RECORDED DATA Start Marker

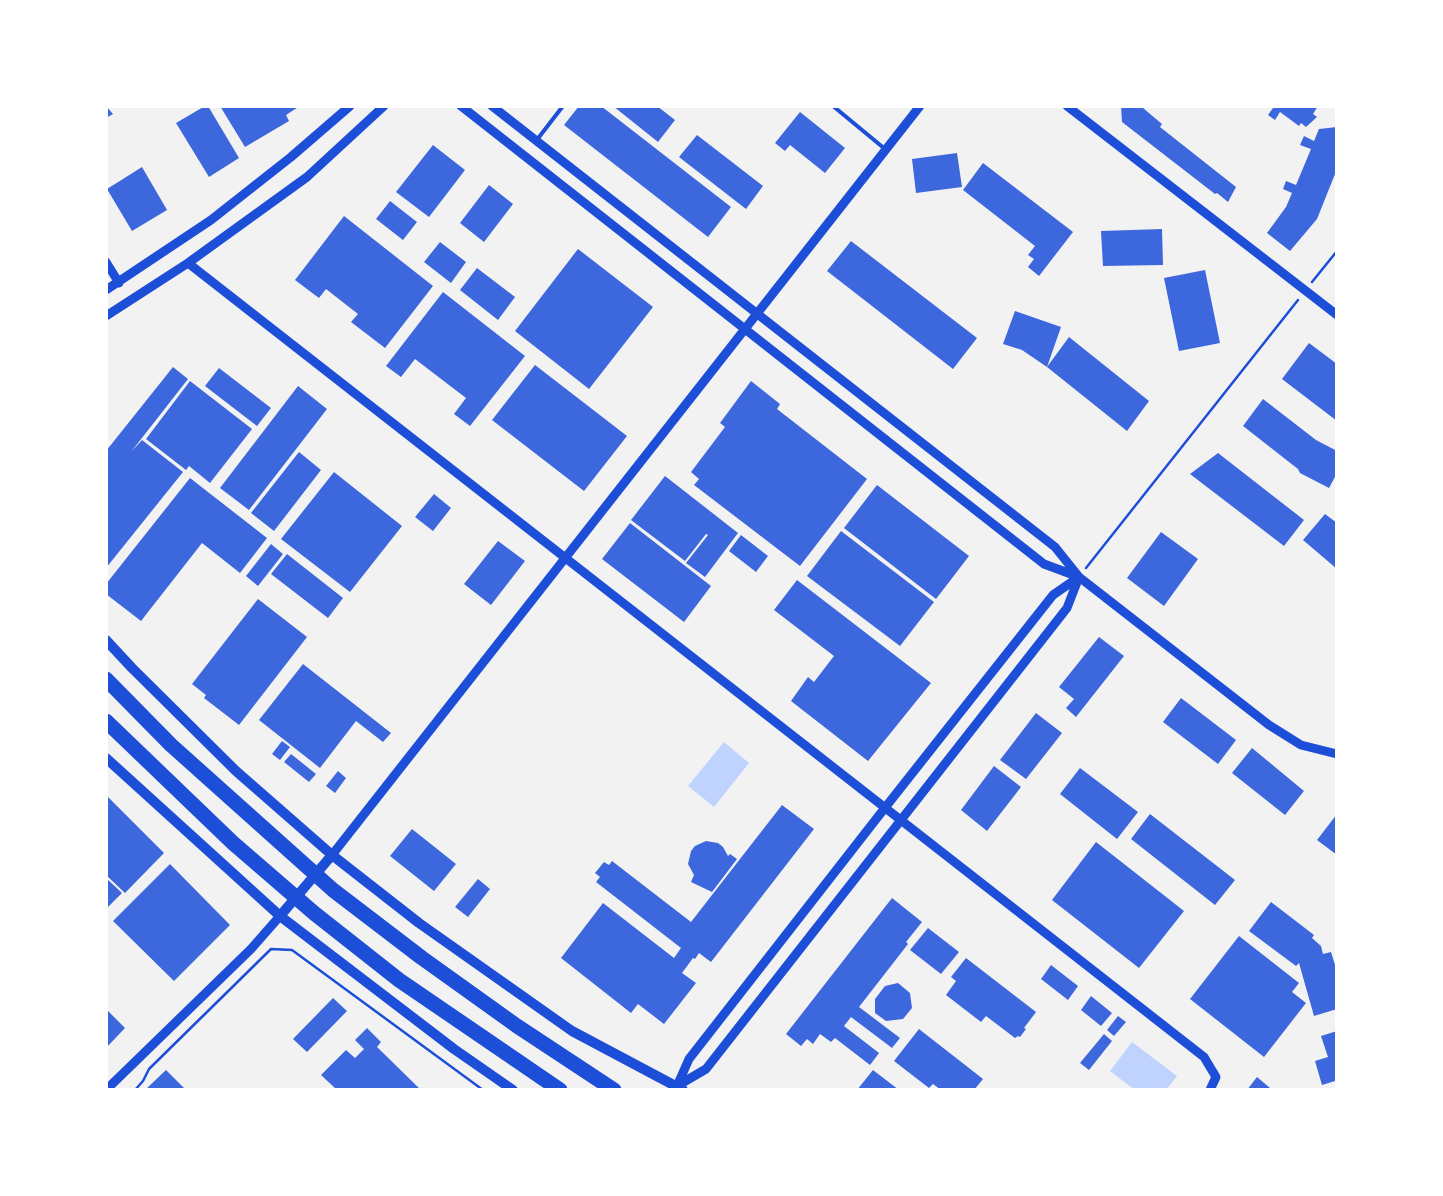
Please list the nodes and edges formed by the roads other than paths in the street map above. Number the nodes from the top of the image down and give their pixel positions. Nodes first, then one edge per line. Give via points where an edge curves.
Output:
1 (350, 106) edge
2 (384, 106) edge
3 (461, 106) edge
4 (492, 106) edge
5 (563, 106) edge
6 (833, 106) edge
7 (920, 106) edge
8 (1067, 106) edge
9 (536, 141) junction
10 (886, 149) junction
11 (106, 262) edge
12 (188, 263) junction
13 (119, 283) junction
14 (106, 290) edge
15 (758, 314) junction
16 (1337, 315) edge
17 (106, 316) edge
18 (746, 330) junction
19 (565, 559) junction
20 (1079, 577) junction
21 (106, 640) edge
22 (106, 679) edge
23 (106, 722) edge
24 (1337, 754) edge
25 (106, 758) edge
26 (884, 808) junction
27 (900, 821) junction
28 (332, 854) junction
29 (280, 916) junction
30 (680, 1088) edge
31 (106, 1090) edge
32 (513, 1090) edge
33 (560, 1090) edge
34 (614, 1090) edge
35 (1210, 1090) edge

1 - 13 street via 292,157 176,245
2 - 12 street via 307,177
3 - 18 street
4 - 9 street
5 - 9 lane
6 - 10 lane
7 - 10 street
8 - 16 street
9 - 15 street
10 - 15 street
11 - 13 street
12 - 17 street
12 - 19 street
13 - 14 street
15 - 18 street
15 - 20 street via 1056,547
18 - 19 street
18 - 20 street via 1044,564
19 - 26 street
19 - 28 street
20 - 24 street via 1269,725 1301,745
20 - 26 street via 1053,595
20 - 27 street via 1067,608
21 - 28 main road via 236,770
22 - 34 highway via 171,745 333,890 517,1026
23 - 33 highway via 314,913 400,980
25 - 29 main road
26 - 27 street
26 - 30 street via 689,1059
27 - 30 street via 706,1069
27 - 35 street via 1204,1057 1216,1077
28 - 29 main road
28 - 30 main road via 419,923 572,1031
29 - 31 street via 251,949
29 - 32 main road

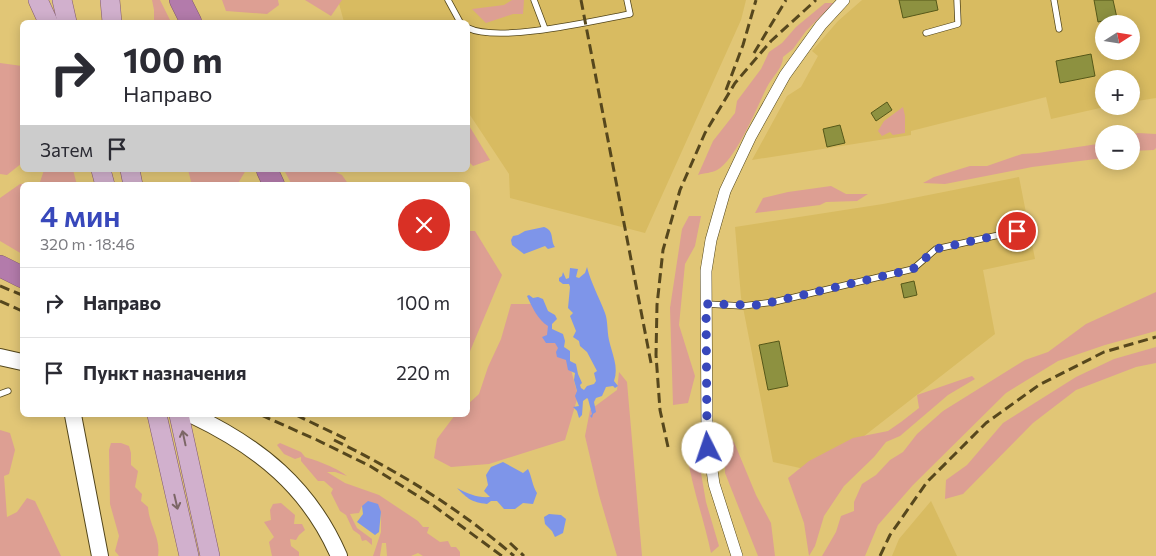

RECORDED DATA End Marker

Write every entry again exactly as given, skipping the pictures.

Please list the nodes and edges formed by the roads other than paths in the street map above. Number the nodes from the top of the image down and give their pixel positions. Nodes first, then one edge per line. Give via points where an edge curves.
Output:
1 (350, 106) edge
2 (384, 106) edge
3 (461, 106) edge
4 (492, 106) edge
5 (563, 106) edge
6 (833, 106) edge
7 (920, 106) edge
8 (1067, 106) edge
9 (536, 141) junction
10 (886, 149) junction
11 (106, 262) edge
12 (188, 263) junction
13 (119, 283) junction
14 (106, 290) edge
15 (758, 314) junction
16 (1337, 315) edge
17 (106, 316) edge
18 (746, 330) junction
19 (565, 559) junction
20 (1079, 577) junction
21 (106, 640) edge
22 (106, 679) edge
23 (106, 722) edge
24 (1337, 754) edge
25 (106, 758) edge
26 (884, 808) junction
27 (900, 821) junction
28 (332, 854) junction
29 (280, 916) junction
30 (680, 1088) edge
31 (106, 1090) edge
32 (513, 1090) edge
33 (560, 1090) edge
34 (614, 1090) edge
35 (1210, 1090) edge

1 - 13 street via 292,157 176,245
2 - 12 street via 307,177
3 - 18 street
4 - 9 street
5 - 9 lane
6 - 10 lane
7 - 10 street
8 - 16 street
9 - 15 street
10 - 15 street
11 - 13 street
12 - 17 street
12 - 19 street
13 - 14 street
15 - 18 street
15 - 20 street via 1056,547
18 - 19 street
18 - 20 street via 1044,564
19 - 26 street
19 - 28 street
20 - 24 street via 1269,725 1301,745
20 - 26 street via 1053,595
20 - 27 street via 1067,608
21 - 28 main road via 236,770
22 - 34 highway via 171,745 333,890 517,1026
23 - 33 highway via 314,913 400,980
25 - 29 main road
26 - 27 street
26 - 30 street via 689,1059
27 - 30 street via 706,1069
27 - 35 street via 1204,1057 1216,1077
28 - 29 main road
28 - 30 main road via 419,923 572,1031
29 - 31 street via 251,949
29 - 32 main road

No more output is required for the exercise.